Is this kind of what you were going for?
use nom::{bytes::complete::tag, IResult};
#[derive(Debug)]
pub enum TokenType {
Foo,
Bar,
}
#[derive(Debug)]
pub struct Token {
pub token_type: TokenType,
pub start_offset: usize,
pub end_offset: usize,
}
#[derive(Debug)]
pub struct LexInput<'a> {
source: &'a str,
location: usize,
}
impl<'a> LexInput<'a> {
fn new(source: &'a str, location: usize) -> Self {
Self { source, location }
}
}
impl Token {
fn new(token_type: TokenType, start_offset: usize, end_offset: usize) -> Self {
Self {
token_type,
start_offset,
end_offset,
}
}
}
fn token<'a>(
parser: impl Fn(&'a str) -> IResult<&'a str, &str>,
token_type: TokenType,
) -> impl FnOnce(LexInput<'a>) -> IResult<LexInput<'a>, Token> {
move |input: LexInput| {
let start_offset = input.location;
let (remaining_source, output) =
parser(input.source).map_err(|e| e.map_input(|_| input))?;
let end_offset = start_offset + output.len();
let token = Token::new(token_type, start_offset, end_offset);
let remaining = LexInput::new(remaining_source, end_offset);
Ok((remaining, token))
}
}
fn main() {
let source = "|foo".to_string();
let (remaining, token) = token(tag("|"), TokenType::Bar)(LexInput::new(&source, 0)).unwrap();
println!("remaining: {:?}", remaining);
println!("token: {:?}", token);
}
remaining: LexInput { source: "foo", location: 1 }
token: Token { token_type: Bar, start_offset: 0, end_offset: 1 }
Your main mistakes were lifetime related. Everywhere you don't annotate a lifetime, a default lifetime is taken, which does not fulfill 'a
.
fn token<'a>(
// The result can't be `'a` if it refers to the input `&str`, the input also has to be `'a`.

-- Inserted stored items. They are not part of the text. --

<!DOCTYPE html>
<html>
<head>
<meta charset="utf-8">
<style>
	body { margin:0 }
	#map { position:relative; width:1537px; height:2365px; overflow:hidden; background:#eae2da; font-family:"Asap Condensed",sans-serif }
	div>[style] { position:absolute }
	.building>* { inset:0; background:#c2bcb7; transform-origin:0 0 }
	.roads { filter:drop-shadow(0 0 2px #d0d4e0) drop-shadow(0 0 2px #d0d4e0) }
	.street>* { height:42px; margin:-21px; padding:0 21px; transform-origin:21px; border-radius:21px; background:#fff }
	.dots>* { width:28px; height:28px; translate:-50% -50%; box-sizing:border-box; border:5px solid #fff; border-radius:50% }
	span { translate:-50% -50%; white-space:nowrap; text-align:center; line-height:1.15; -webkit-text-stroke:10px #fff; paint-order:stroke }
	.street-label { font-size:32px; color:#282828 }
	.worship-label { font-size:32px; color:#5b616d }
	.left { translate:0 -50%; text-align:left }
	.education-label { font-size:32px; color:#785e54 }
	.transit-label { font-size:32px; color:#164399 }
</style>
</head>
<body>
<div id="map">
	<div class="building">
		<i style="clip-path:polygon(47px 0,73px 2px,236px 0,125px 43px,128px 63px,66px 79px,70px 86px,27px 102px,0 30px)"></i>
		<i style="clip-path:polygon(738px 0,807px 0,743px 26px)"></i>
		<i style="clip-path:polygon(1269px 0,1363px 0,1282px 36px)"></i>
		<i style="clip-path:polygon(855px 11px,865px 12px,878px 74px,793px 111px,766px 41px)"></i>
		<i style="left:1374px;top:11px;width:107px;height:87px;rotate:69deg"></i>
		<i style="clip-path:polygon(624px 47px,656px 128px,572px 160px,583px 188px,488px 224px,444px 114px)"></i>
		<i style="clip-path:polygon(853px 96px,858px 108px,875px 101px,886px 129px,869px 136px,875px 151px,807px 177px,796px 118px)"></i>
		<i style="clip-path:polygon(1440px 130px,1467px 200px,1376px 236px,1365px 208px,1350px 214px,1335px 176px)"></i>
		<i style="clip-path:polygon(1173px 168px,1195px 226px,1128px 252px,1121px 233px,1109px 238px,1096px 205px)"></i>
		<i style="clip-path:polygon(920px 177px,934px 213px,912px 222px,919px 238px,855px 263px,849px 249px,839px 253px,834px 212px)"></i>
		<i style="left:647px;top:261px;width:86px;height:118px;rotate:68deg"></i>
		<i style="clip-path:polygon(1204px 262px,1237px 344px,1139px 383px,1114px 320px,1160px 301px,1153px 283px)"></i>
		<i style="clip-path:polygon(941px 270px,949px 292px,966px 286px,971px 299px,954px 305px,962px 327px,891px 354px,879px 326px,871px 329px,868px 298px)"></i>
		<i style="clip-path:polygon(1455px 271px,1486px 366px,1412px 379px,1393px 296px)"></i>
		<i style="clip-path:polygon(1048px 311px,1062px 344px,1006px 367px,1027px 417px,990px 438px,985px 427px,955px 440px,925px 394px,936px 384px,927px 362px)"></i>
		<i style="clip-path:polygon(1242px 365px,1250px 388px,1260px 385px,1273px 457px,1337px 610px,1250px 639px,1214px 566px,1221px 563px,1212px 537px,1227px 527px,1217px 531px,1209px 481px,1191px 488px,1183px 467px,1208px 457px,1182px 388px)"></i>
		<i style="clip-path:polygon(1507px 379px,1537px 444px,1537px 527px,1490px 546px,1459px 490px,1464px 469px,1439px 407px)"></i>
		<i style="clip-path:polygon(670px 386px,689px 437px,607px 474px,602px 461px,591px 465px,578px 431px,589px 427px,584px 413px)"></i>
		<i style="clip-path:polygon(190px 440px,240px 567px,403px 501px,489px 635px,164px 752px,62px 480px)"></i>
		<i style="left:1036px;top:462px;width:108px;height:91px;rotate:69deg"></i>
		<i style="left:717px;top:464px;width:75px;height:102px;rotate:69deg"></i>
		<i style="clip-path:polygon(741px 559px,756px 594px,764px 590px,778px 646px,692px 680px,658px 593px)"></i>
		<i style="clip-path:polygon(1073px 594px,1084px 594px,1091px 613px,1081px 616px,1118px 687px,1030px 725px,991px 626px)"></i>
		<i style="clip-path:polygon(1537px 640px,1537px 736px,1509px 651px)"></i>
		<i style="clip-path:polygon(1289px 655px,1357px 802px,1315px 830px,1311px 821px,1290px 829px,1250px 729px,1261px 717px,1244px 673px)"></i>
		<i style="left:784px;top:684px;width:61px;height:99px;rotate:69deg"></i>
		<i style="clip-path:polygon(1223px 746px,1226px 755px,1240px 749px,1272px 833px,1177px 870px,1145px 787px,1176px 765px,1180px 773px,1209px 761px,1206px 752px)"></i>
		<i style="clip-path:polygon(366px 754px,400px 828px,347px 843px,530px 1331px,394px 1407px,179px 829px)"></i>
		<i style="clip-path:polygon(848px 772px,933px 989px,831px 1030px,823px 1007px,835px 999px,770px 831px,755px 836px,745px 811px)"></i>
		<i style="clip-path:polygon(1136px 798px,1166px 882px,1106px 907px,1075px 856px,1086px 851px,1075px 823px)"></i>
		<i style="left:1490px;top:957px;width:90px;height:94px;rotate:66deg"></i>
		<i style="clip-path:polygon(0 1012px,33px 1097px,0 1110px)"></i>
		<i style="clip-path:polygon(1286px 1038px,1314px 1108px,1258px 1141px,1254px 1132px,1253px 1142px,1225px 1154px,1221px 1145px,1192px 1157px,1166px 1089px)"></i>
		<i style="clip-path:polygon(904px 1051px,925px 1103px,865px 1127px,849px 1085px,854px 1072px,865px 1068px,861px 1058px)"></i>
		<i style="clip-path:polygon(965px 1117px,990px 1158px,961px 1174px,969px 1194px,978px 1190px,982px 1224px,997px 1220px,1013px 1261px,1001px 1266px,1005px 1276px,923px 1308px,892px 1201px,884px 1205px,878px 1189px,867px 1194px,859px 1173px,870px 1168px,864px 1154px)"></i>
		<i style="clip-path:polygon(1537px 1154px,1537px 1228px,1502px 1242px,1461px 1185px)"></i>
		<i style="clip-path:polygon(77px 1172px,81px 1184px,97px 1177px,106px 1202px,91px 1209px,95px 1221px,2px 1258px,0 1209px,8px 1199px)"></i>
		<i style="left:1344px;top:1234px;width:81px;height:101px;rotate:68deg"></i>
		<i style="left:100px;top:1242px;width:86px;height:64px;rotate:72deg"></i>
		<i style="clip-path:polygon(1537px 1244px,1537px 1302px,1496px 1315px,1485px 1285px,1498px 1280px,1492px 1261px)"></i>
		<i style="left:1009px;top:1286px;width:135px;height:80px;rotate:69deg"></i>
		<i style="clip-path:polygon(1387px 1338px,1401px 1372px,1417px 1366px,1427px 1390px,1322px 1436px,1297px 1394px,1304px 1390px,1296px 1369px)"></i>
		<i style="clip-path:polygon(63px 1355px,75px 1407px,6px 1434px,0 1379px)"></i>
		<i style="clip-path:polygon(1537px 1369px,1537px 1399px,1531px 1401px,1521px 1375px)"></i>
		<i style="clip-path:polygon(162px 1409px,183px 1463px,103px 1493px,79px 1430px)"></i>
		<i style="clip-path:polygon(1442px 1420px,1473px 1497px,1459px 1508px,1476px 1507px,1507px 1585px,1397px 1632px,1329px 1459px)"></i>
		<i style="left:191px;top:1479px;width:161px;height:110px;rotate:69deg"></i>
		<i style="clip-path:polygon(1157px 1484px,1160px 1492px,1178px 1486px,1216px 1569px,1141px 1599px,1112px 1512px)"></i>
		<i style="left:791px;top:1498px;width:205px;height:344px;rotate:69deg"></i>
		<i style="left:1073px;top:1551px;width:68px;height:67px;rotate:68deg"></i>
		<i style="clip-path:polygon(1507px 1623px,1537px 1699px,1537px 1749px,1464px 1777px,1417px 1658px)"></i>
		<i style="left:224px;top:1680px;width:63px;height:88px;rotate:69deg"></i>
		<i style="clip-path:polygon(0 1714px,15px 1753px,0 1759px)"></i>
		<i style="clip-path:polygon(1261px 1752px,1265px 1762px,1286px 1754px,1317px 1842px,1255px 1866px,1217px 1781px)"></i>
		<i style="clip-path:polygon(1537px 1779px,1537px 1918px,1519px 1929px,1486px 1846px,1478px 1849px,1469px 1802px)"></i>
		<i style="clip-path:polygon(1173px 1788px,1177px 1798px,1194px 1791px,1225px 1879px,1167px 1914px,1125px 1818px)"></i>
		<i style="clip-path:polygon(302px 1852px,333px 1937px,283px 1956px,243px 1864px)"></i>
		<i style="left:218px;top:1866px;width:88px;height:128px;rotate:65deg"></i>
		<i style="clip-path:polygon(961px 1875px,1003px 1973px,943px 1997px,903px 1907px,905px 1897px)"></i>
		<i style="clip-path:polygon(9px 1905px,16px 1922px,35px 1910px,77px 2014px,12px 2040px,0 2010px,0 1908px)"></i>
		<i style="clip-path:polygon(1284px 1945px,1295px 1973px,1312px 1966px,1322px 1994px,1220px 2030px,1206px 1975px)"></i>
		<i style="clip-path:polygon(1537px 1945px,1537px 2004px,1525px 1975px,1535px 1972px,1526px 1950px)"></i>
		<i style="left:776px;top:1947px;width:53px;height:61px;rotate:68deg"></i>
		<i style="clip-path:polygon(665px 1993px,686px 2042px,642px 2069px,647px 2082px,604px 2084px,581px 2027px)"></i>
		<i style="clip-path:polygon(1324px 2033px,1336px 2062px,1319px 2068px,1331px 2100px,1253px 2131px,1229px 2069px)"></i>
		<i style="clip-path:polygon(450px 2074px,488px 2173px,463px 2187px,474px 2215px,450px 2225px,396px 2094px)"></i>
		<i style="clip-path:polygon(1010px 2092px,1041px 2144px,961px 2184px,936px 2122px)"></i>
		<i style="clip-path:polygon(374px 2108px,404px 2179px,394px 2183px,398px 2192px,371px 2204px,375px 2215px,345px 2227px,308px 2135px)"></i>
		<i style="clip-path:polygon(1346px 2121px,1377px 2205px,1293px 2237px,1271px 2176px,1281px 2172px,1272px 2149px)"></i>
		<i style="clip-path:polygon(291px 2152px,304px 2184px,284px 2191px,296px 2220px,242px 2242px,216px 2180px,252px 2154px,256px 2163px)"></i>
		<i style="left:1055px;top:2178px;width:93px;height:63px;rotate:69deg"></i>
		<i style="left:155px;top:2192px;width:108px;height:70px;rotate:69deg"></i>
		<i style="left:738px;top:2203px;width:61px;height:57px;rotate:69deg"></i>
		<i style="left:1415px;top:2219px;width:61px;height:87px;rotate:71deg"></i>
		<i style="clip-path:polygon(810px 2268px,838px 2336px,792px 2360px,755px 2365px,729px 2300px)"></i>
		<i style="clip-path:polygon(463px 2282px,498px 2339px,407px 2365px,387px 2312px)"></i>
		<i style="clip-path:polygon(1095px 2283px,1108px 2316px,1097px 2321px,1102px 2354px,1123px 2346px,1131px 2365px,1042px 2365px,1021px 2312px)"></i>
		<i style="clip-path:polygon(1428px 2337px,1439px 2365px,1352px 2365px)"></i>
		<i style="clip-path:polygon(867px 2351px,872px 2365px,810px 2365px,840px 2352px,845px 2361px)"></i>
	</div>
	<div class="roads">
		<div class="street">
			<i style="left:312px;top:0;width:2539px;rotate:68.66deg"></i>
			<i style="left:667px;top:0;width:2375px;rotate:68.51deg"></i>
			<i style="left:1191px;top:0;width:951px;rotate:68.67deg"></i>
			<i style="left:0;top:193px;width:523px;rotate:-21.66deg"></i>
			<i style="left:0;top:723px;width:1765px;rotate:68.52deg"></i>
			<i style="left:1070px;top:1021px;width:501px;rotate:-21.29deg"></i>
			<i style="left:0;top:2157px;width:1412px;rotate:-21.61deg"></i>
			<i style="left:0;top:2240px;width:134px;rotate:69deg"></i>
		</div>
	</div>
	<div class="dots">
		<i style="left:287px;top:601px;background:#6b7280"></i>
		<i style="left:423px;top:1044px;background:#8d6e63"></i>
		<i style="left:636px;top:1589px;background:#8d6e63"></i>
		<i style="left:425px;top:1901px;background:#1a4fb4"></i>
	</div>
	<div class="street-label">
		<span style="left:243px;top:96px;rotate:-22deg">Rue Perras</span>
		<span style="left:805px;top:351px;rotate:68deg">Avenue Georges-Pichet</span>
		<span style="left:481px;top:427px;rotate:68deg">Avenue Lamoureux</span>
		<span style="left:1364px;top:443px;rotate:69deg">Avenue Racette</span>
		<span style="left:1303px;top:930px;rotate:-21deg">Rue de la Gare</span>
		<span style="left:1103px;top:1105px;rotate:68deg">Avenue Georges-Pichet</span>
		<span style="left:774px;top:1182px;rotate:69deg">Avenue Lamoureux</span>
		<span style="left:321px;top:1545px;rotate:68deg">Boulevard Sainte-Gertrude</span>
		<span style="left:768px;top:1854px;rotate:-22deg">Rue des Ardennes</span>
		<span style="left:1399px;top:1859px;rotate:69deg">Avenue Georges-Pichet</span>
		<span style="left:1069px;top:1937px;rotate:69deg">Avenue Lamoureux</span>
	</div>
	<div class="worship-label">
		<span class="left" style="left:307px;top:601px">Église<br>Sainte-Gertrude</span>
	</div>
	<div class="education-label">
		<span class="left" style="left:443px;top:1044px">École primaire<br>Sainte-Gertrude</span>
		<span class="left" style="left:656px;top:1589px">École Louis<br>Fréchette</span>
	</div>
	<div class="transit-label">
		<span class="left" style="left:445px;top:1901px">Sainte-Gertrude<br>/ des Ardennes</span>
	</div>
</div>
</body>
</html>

parser: impl Fn(&str) -> IResult<&'a str, &str>,
token_type: TokenType,
// Same here, `&LexInput` needs to be `'a`. But as it has a lifetime attached, just use that one instead: `LexInput<'a>`.
) -> impl Fn(&LexInput) -> IResult<LexInput<'a>, Token> {
// Same here, although here the anonymous lifetime is sufficient to figure it out
move |input: &LexInput| {
let start_offset = input.location;
// Here, an error conversion is missing, because the error carries the
// input and therefore can't be just directly raised; parser has `&str`
// as input, while `token` has `LexInput` as input. Luckily, the
//`map_input` method exists.
let (remaining_source, output) = parser(input.source)?;
let end_offset = start_offset + output.len();
let token = Token::new(token_type, start_offset, end_offset);
let remaining = LexInput::new(remaining_source, end_offset);
Ok((remaining, token))
}
}
Further remarks
There is already the nom_locate
crate that does exactly what you are attempting to do here.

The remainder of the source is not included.